• _Exercise data_
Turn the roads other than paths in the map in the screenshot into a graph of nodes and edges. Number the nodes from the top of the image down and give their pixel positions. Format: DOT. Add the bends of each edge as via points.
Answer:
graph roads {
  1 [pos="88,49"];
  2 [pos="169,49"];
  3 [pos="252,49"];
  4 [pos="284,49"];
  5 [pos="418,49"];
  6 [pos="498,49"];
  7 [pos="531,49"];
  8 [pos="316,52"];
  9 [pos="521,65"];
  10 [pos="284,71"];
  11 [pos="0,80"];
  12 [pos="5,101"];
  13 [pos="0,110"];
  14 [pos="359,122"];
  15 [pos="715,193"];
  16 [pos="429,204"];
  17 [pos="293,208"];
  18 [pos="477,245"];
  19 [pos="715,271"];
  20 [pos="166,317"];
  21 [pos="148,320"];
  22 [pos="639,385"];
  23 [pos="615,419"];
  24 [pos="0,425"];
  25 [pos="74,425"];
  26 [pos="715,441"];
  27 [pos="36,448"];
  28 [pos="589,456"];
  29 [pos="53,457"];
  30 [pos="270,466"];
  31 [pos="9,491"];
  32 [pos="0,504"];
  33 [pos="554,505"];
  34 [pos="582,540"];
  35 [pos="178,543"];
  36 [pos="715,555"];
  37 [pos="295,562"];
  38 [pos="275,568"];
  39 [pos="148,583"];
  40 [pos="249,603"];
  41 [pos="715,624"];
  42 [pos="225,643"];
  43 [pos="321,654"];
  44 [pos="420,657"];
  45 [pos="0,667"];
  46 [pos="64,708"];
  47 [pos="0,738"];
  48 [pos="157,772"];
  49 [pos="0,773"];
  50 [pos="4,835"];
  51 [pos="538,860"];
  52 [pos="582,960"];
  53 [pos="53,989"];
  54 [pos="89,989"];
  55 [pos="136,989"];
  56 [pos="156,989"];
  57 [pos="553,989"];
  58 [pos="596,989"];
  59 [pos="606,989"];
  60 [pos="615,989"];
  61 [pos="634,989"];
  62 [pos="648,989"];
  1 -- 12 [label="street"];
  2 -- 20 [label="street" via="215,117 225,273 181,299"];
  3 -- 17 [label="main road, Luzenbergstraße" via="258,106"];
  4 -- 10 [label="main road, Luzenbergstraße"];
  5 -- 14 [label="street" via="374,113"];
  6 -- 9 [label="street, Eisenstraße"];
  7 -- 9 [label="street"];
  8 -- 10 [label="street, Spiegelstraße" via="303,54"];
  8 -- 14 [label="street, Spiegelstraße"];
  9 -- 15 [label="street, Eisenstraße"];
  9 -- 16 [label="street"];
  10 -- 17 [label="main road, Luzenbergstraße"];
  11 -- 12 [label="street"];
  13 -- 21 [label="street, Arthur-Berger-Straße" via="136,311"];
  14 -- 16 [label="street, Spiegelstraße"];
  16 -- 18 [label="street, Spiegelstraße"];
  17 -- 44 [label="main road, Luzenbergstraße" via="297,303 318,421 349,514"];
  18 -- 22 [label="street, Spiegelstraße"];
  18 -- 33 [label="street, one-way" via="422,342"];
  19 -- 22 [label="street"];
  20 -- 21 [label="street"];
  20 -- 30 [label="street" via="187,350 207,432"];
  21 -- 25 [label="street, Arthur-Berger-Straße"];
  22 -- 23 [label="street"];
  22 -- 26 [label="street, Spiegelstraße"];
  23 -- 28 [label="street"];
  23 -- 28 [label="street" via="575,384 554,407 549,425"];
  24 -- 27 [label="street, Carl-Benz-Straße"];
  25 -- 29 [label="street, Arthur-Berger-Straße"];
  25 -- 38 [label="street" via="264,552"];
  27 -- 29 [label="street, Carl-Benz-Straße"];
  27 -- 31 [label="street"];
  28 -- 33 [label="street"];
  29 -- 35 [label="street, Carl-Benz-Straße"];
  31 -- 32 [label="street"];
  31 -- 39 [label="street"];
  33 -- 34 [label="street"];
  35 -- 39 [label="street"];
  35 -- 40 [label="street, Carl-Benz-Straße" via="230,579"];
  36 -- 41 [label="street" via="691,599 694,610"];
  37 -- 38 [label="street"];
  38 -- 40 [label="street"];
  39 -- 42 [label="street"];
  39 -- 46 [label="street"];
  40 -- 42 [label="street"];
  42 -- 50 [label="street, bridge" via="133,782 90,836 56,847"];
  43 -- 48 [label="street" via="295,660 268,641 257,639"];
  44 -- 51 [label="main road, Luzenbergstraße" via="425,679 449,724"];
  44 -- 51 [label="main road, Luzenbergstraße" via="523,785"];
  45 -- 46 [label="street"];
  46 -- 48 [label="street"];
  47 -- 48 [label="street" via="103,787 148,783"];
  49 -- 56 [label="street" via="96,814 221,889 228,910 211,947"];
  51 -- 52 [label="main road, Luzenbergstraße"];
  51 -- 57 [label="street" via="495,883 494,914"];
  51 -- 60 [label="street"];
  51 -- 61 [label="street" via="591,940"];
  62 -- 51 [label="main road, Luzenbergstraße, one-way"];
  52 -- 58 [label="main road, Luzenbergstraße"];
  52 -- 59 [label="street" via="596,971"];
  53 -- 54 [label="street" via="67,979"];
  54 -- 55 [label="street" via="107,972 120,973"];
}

• _Task instructions_
Every line of the listing above that includes "Eisenstraße" should be copied out.

• _Exercise output_
  6 -- 9 [label="street, Eisenstraße"];
  9 -- 15 [label="street, Eisenstraße"];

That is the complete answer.